Organisations: Highways England & Road Safety Analysis
Date uploaded: 5 January 2021
Date of publication: 2019
The aim of this document is to provide an analysis of fatal and serious-injury collisions involving powered-2-wheelers (P2W) in the Eastern Region. This is to support a Highways England led initiative to reduce the number of P2W riders killed or seriously injured (KSI) on all roads across the region.
This document draws on published STATS19 collision data for the Eastern Region, spanning the 5-year period 2011-2015. The trends identified in this document are long-term in nature, suggesting they will continue if left unchecked. The document also uses other datasets that help understand rider profiles and demographics. It examines riders (as opposed to casualties) involved in KSI collisions in order to determine trends in risk resulting from the net-effect of exposure and behaviour. The vast majority (96%) of P2W riders involved in KSI collisions are themselves a KSI casualty, so understanding the role of the rider is an effective way of understanding the casualty.

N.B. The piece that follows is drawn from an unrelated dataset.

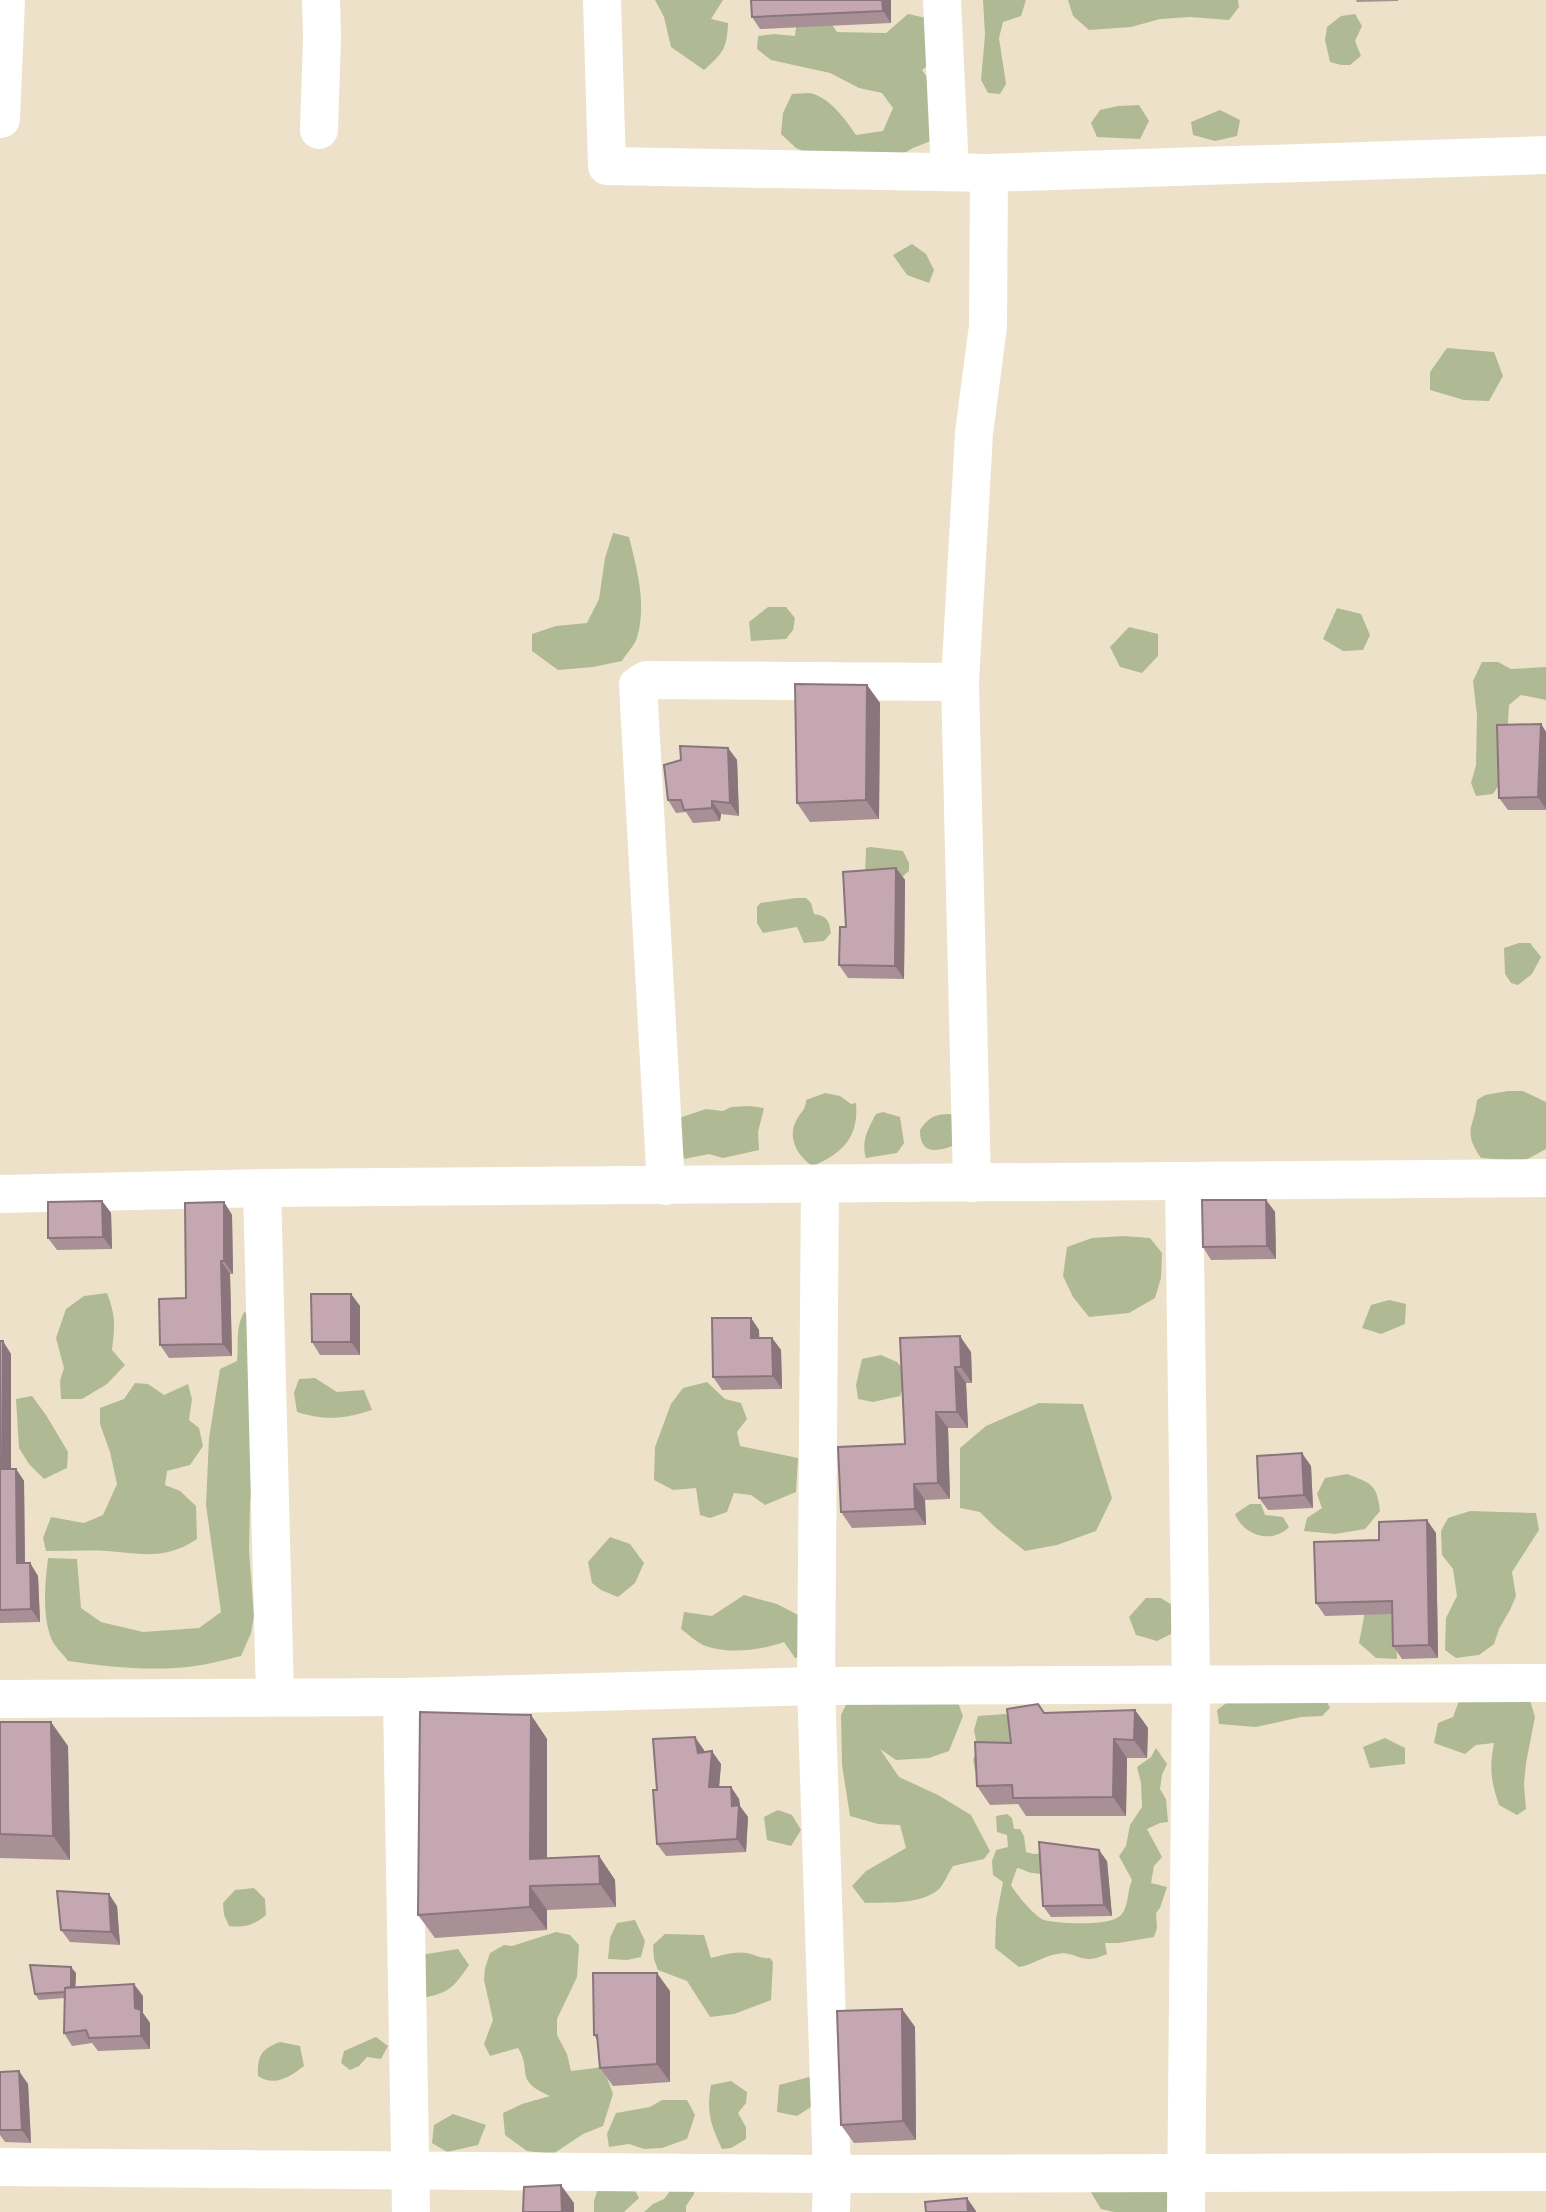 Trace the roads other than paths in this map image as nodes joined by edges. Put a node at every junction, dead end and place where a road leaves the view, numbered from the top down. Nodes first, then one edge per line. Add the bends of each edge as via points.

Riders of powered-2-wheelers are consistently and considerably over represented in KSI collisions compared to other types of road user. These collisions cost the public sector in the Eastern Region £38 million per year, and although rider risk has reduced since the early 1990s, this reduction has been at a slower rate than it has been for other road users.
The analysis identifies three main rider groups, which between them are involved in 76% of P2W KSI collisions. The group termed “Young Riders” are aged 16-25 and tend to ride relatively short distances on low capacity bikes in the urban areas where they live and have most of their collisions. “Commuters” are aged 26-65 and have their collisions on weekdays, mostly during morning and afternoon commuting times on urban roads. “Leisure Riders” are mainly aged 26-55 and are the group most likely to have collisions on rural roads, riding bikes with 500cc+ engines, at the weekend.